Day 1 - Operation Kill Omer
Day 1 - Operation Kill Omer
Start: Rinconada 3800m - Quebrada Honda
POI: Portachuelo de Honda Pass 4750m
Camp: Ismaypampa River Valley 4000m
- Omer Schwartz, an Israeli film maker that we met at our wonderful laid-back Huaraz hostel El Tambo (no website- find it hidden in an alley by the stadium), was up for the adventure of joining us dos chicas locas for the first couple of days of our trek and get some footage for his upcoming documentary on travel in South America... little did he realize he was in for an adventure.
- We were carrying the best maps of our trip- in color with 50m contour lines and marked trails, roads and settlements! Copies made from a local agency in Huaraz.
- The first day, forgetting about our stellar maps, we accidentally took the steeper, non-trailed valley down to our camp. We scouted our way down the rock and sideways-growing grass tuft cliffs to where we George-of-the-Jungled our way through twisting red trees and finally navigated our way down a dry waterfall bed to the pleasant river valley below, arriving at nightfall.
- Omer interviewed us the night before hitting the trail and asked what the scariest moment on the trip has been... we quickly replied, "Cows and dogs!". After our trail-less cliff adventure the following day he asked us, "you do THIS and your scariest moments were with cows and dogs???"

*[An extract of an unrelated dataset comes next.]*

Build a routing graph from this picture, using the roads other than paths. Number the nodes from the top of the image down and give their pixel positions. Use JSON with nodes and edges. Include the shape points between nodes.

|Double rainbow!!! Omer Schwartz.|
|Omer and his two wives, as he would tell locals, on the top of Portachuelo de Honda. Shelley, Omer and Trinity.|
POI: Towns of Chacato and Pompey (resupplied for two days)
Camp: "El Punto" 3800m
- After taking a short morning walk out of the mountain shadow and into the sunshine to warm my soul in our lupin-filled river valley, I returned back to the tent... but not alone. The scattered cows congregated and followed me back to my stuff at a trot. In the spirit of trying to overcome our fear of cows, I tried to pet one but it spooked. Curious cows in Peru- not nearly as threatening as their Argentine and Chilean relatives!
|Cows approaching Trinity to see if she has anything to share in her gear.|
- Omer made us a delicious hot lunch of spaghetti with tomato, garlic and onion sauce topped with olive oil. Mmmmm! We ate so much we had to take a nap after lunch before parting ways with Omer and trudging our way onward with stuffed bellies. Omer exited via Chacas back to Huaraz.

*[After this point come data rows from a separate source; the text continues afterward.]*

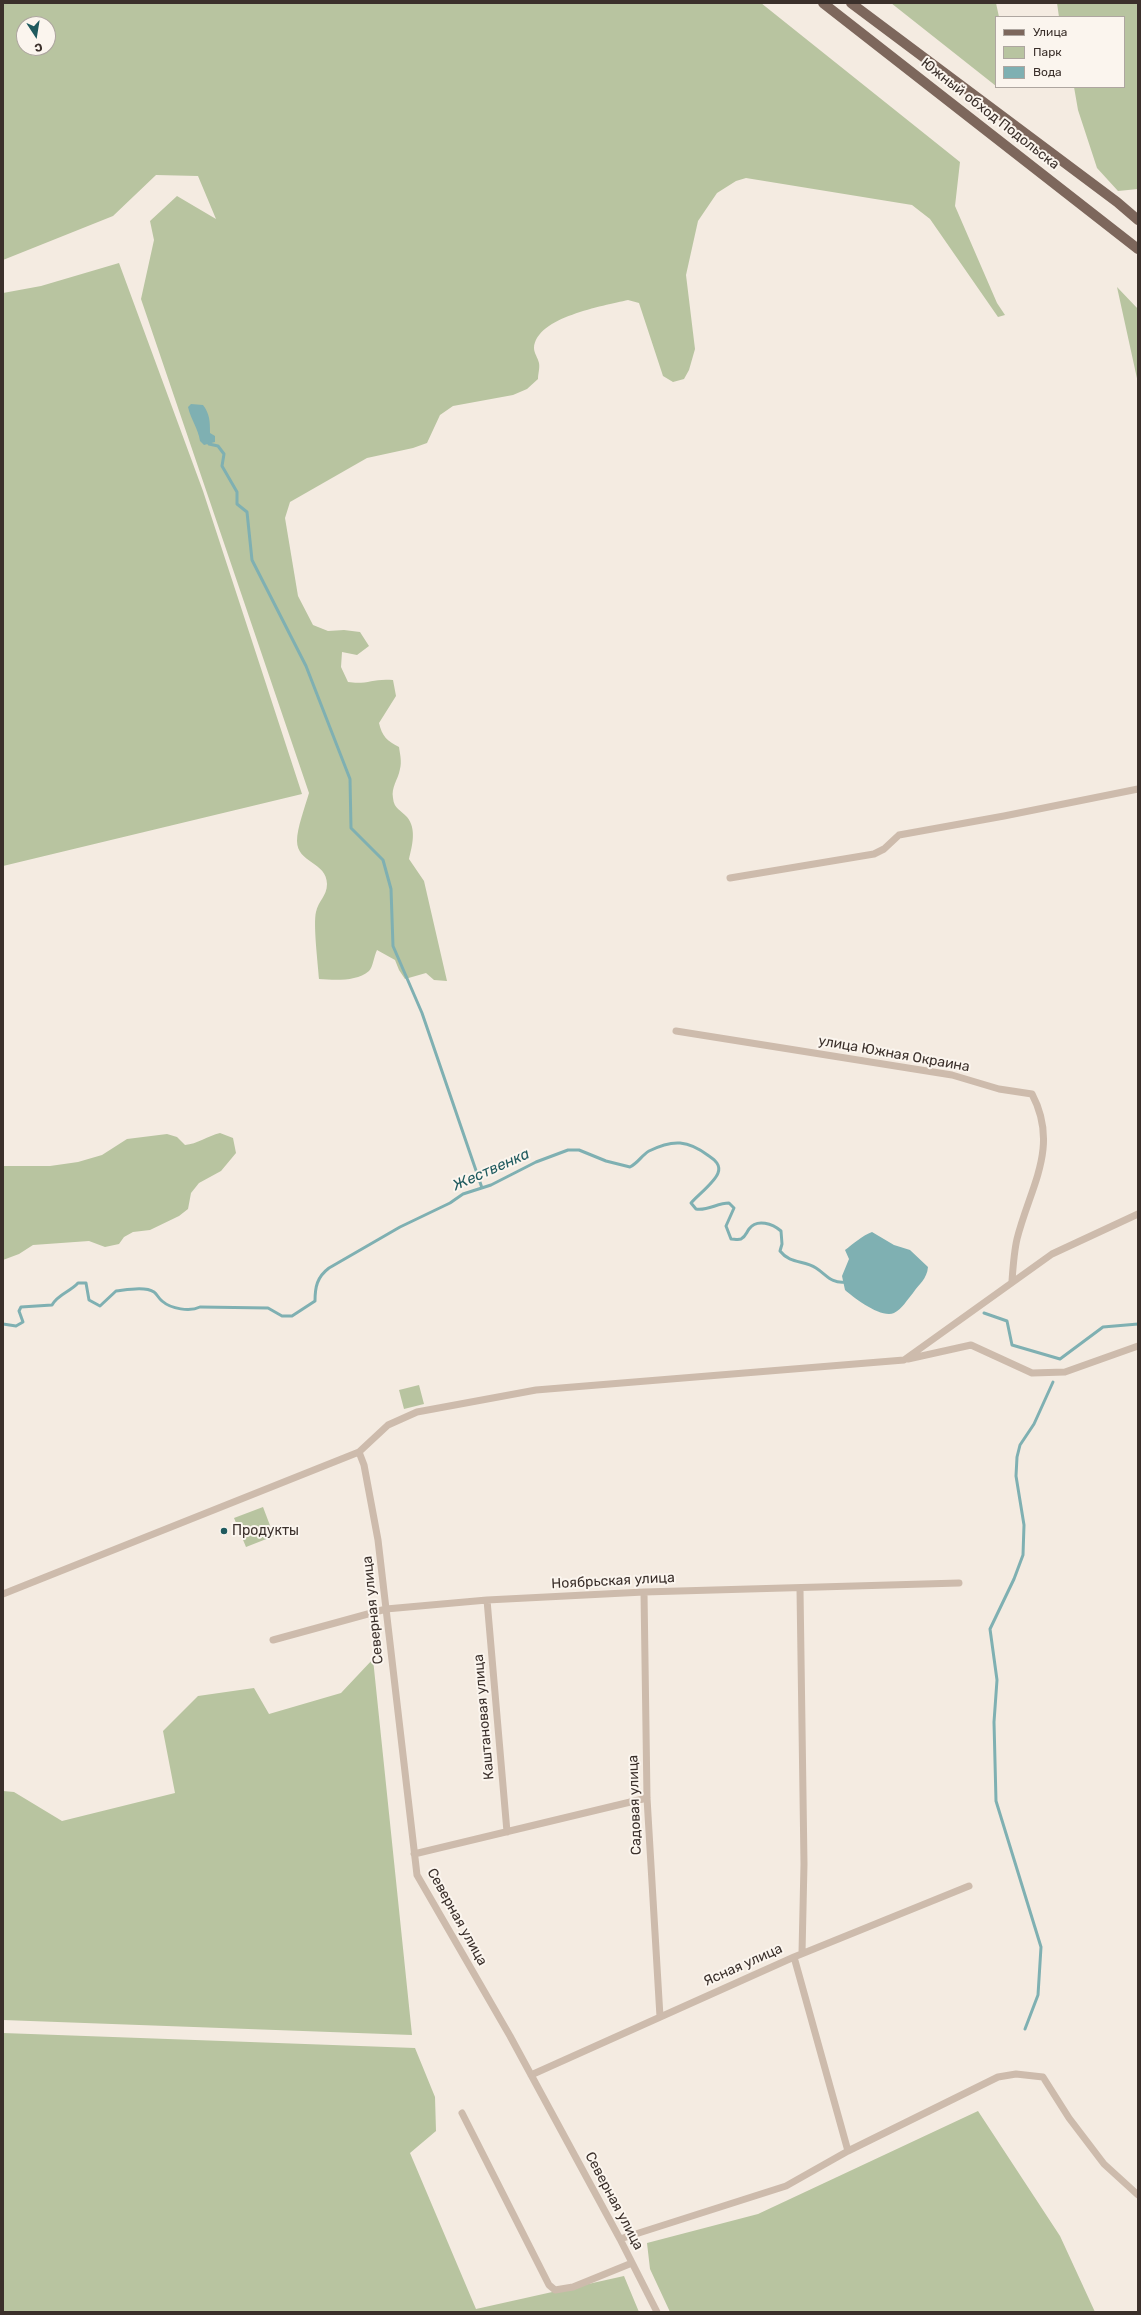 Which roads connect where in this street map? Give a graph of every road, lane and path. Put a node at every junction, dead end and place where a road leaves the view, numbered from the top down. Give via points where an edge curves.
1 (823, 3) edge
2 (851, 3) edge
3 (1138, 220) edge
4 (1138, 248) edge
5 (1138, 789) edge
6 (730, 878) dead end
7 (676, 1031) dead end
8 (1138, 1214) edge
9 (1012, 1281) junction
10 (1138, 1346) edge
11 (904, 1360) junction
12 (359, 1452) junction
13 (958, 1583) dead end
14 (800, 1589) junction
15 (644, 1592) junction
16 (3, 1594) edge
17 (487, 1600) junction
18 (386, 1609) junction
19 (273, 1640) dead end
20 (647, 1798) junction
21 (506, 1832) junction
22 (414, 1854) junction
23 (969, 1886) dead end
24 (802, 1953) junction
25 (794, 1957) junction
26 (660, 2017) junction
27 (531, 2075) junction
28 (462, 2113) dead end
29 (848, 2151) junction
30 (1138, 2195) edge
31 (620, 2239) junction
32 (632, 2263) junction
33 (657, 2312) edge

1 - 4 main road, Южный обход Подольска
2 - 3 main road, Южный обход Подольска via 1111,197
5 - 6 street via 1012,815 899,834 884,849 874,854
7 - 9 street, улица Южная Окраина via 952,1075 999,1090 1032,1094 1040,1109 1045,1130 1039,1174 1017,1240
8 - 9 street via 1052,1254
9 - 11 street
10 - 11 street via 1065,1372 1032,1373 971,1345
11 - 12 street via 536,1390 417,1412 388,1425
12 - 16 street
12 - 18 street, Северная улица via 364,1465 378,1540
13 - 14 street, Ноябрьская улица
14 - 15 street, Ноябрьская улица
14 - 24 street via 804,1864
15 - 17 street, Ноябрьская улица
15 - 20 street, Садовая улица
17 - 18 street, Ноябрьская улица
17 - 21 street, Каштановая улица
18 - 19 street, Ноябрьская улица
18 - 22 street, Северная улица
20 - 21 street
20 - 26 street, Садовая улица
21 - 22 street
22 - 27 street, Северная улица via 416,1875
23 - 24 street, Ясная улица
24 - 25 street, Ясная улица
25 - 26 street, Ясная улица
25 - 29 street
26 - 27 street, Ясная улица
27 - 31 street, Северная улица
28 - 32 street via 549,2285 555,2290 573,2287
29 - 30 street via 998,2077 1016,2074 1043,2077 1069,2118 1104,2164
29 - 31 street via 786,2186
31 - 32 street, Северная улица
32 - 33 street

|Our Chef Omer cooking up some deliciousness!|
Day 3 - Construction Blues
POI: Punta Olympica Pass 4890m
Camp: Quebrada Cancahua River Valley 3950m
- Noise, unnatural rock fall, heat and dust filled our senses and weighed on our feet and hearts as we hiked up toward Punta Olympica. Road construction was underway by the largest construction force we have seen yet in South America to connect Pompey and Carhuaz, cutting through the perfect high alpine landscape on either side of the pass. We broke down to hitch a couple hours in.
- We have become so spoiled with pristine wilderness (okay, minus the livestock all through South America) that we felt hurt and offended by the scarring of this amazing landscape. We pondered what our home playground of Rocky Mountain National Park looked like prior to the construction of Trail Ridge road...
|Shelley pausing to hold her breath as a construction truck passes kicking up loads of dust|
|Trinity hiking through a marred mountainside - this was a "cement plant" of sorts|
|Can't even count all the switchbacks scarring this mountainside that overlooks Huascaran peak (the Cordillera Blanca's highest mountain- you can only see the bottom flank of it in this picture). Note the dusty haze in the air.|
Day 4 - Pee-Eating Cows
POI: Punta Yanayacu Pass 4850m, towns of Challhua and Colcabamba (resupplied for two days)
Camp: Hospedaje Senora Alejandra ($5 Soles/ $2 USD per bed in dirt floor attic) 3300m
- Woke up to mooing moans outside of our tent. One cow was tugging on the pole bag tied to the outside of our tent, my pee rag was missing, and there were chunks of grass missing where we had peed in the night. We had no idea cows love pee so much!
- An avalanche crash from a glacier across from our our pass-top lunch spot didn't prompt a response from Shelley because she had become so accustomed to the construction booms.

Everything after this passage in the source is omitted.